Hacking in PySpark: The Toolkit
Apache Spark is a cluster computing framework written in Java, that one can interact with using Scala, Python, R and obviously Java. In this article, I’m going to show you a few tips and tricks on integrating your favorite Python interactive consoles with Spark.
Installing PySpark
You might want to skip this section if you’re you have already configured your PySpark environment, however, I wasn’t very successful at finding a succinct tutorial that would explain what precisely I had to do, to get going with Spark on my local environment. Did I need to download the latest release from Spark’s official website? Was the Java package a prerequisite for PySpark? Or would I simply need to do pipenv install pyspark
and everything would just work? I’ve found an excellent article from Charles Bochet, but it only added to my confusion, as it mentioned installing the Java package but not the readily available pyspark package in PyPI.

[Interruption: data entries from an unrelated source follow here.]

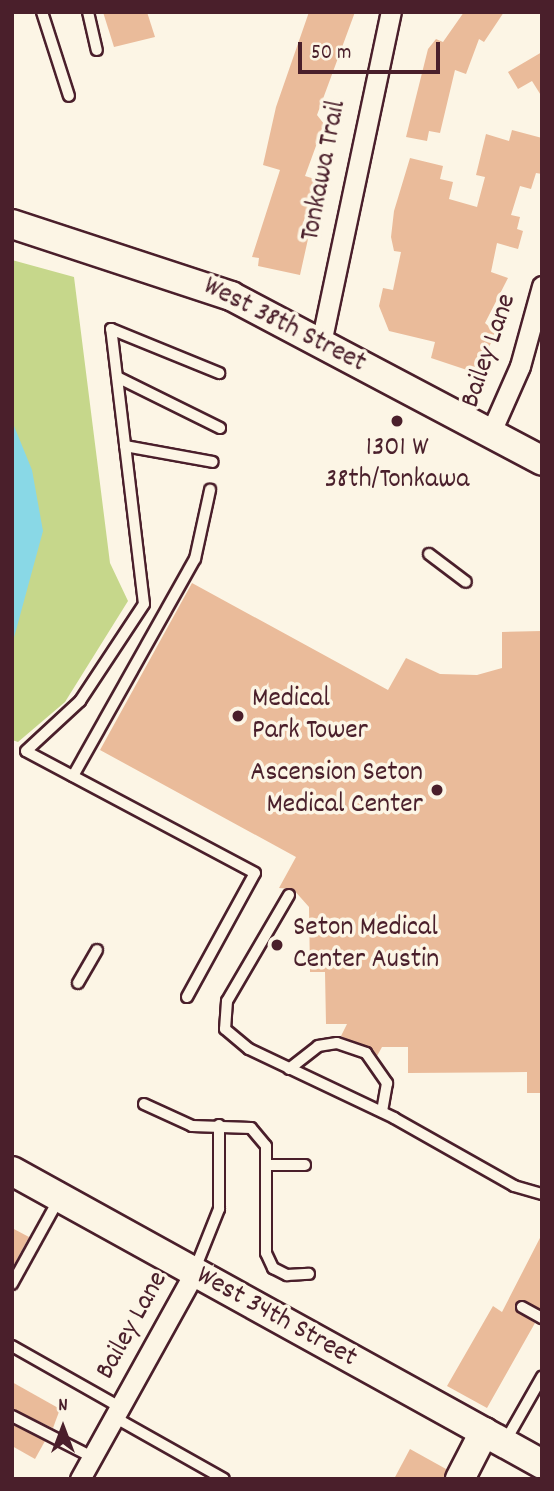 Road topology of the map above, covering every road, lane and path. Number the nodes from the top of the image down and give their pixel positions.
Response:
1 (42, 12) edge
2 (88, 12) edge
3 (391, 12) edge
4 (97, 50) dead end
5 (69, 96) dead end
6 (12, 224) edge
7 (542, 286) edge
8 (321, 343) junction
9 (219, 373) dead end
10 (117, 377) junction
11 (220, 428) dead end
12 (490, 434) junction
13 (125, 446) junction
14 (542, 461) edge
15 (213, 463) dead end
16 (210, 490) dead end
17 (429, 554) dead end
18 (466, 582) dead end
19 (74, 776) junction
20 (289, 895) dead end
21 (97, 950) dead end
22 (78, 982) dead end
23 (187, 997) dead end
24 (289, 1069) junction
25 (144, 1104) dead end
26 (382, 1112) junction
27 (219, 1125) junction
28 (266, 1165) junction
29 (305, 1165) dead end
30 (12, 1171) edge
31 (542, 1194) edge
32 (60, 1198) junction
33 (194, 1273) junction
34 (309, 1274) dead end
35 (12, 1284) edge
36 (523, 1307) dead end
37 (542, 1318) edge
38 (12, 1346) edge
39 (542, 1377) edge
40 (117, 1412) junction
41 (12, 1416) edge
42 (494, 1438) junction
43 (92, 1457) junction
44 (542, 1464) edge
45 (542, 1470) edge
46 (80, 1479) edge
47 (224, 1479) edge
48 (460, 1479) edge
49 (528, 1479) edge

1 - 5 lane
2 - 4 lane
3 - 8 street, Tonkawa Trail
6 - 8 street, West 38th Street
7 - 12 street, Bailey Lane
8 - 12 street, West 38th Street
9 - 10 lane
10 - 11 lane
10 - 13 lane
12 - 14 street, West 38th Street
13 - 15 lane
13 - 19 lane
16 - 19 lane
17 - 18 lane
19 - 23 lane
20 - 24 lane
21 - 22 lane
24 - 26 lane
24 - 26 lane
25 - 27 lane
26 - 31 lane
27 - 28 lane
27 - 33 lane
28 - 29 lane
28 - 34 lane
30 - 32 street, West 34th Street
32 - 33 street, West 34th Street
32 - 35 lane
33 - 40 street, Bailey Lane
33 - 42 street, West 34th Street
36 - 37 lane
38 - 40 lane
39 - 42 lane
40 - 43 street, Bailey Lane
40 - 47 lane
41 - 43 lane
42 - 44 street, West 34th Street
42 - 48 street
43 - 46 street, Bailey Lane
45 - 49 street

In fact, it turned out that installing the Java package is no longer required, and the Python package was sufficient. All I had to do to get PySpark on my system was:
$ pipenv install pyspark
I was using pipenv, but you can, equally well just use plain pip install pyspark
.
For the purpose of this article, I’ll be using PySpark 2.4.0 on Python 3.7. If using a different setup, your mileage may vary. Some output has been stripped, especially around installing packages. Also, examples used here are meant to be used in a local/dev environment, not on production systems.
The first transformation
At this time, you could install your IPython and manually instantiate your SparkSession. It’s not hard at all. Let’s install IPython first:
$ pipenv install IPython
And then launch IPython to create your first data frame:
$ ipython
Python 3.7.0 (default, Sep 7 2018, 16:19:35) In [1]: import pyspark.sqlIn [2]: spark = pyspark.sql.SparkSession.builder.master('local').appName('default').getOrCreate() In [3]: df = spark.createDataFrame([{'number': n} for n in range(10)]) In [4]: df.show()
+------+
|number|
+------+
| 0|
| 1|
| 2|
| 3|
| 4|
| 5|
| 6|
| 7|
| 8|
| 9|
+------+
Or, an RDD:
In [5]: rdd = spark.sparkContext.parallelize(range(10))In [6]: rdd.collect()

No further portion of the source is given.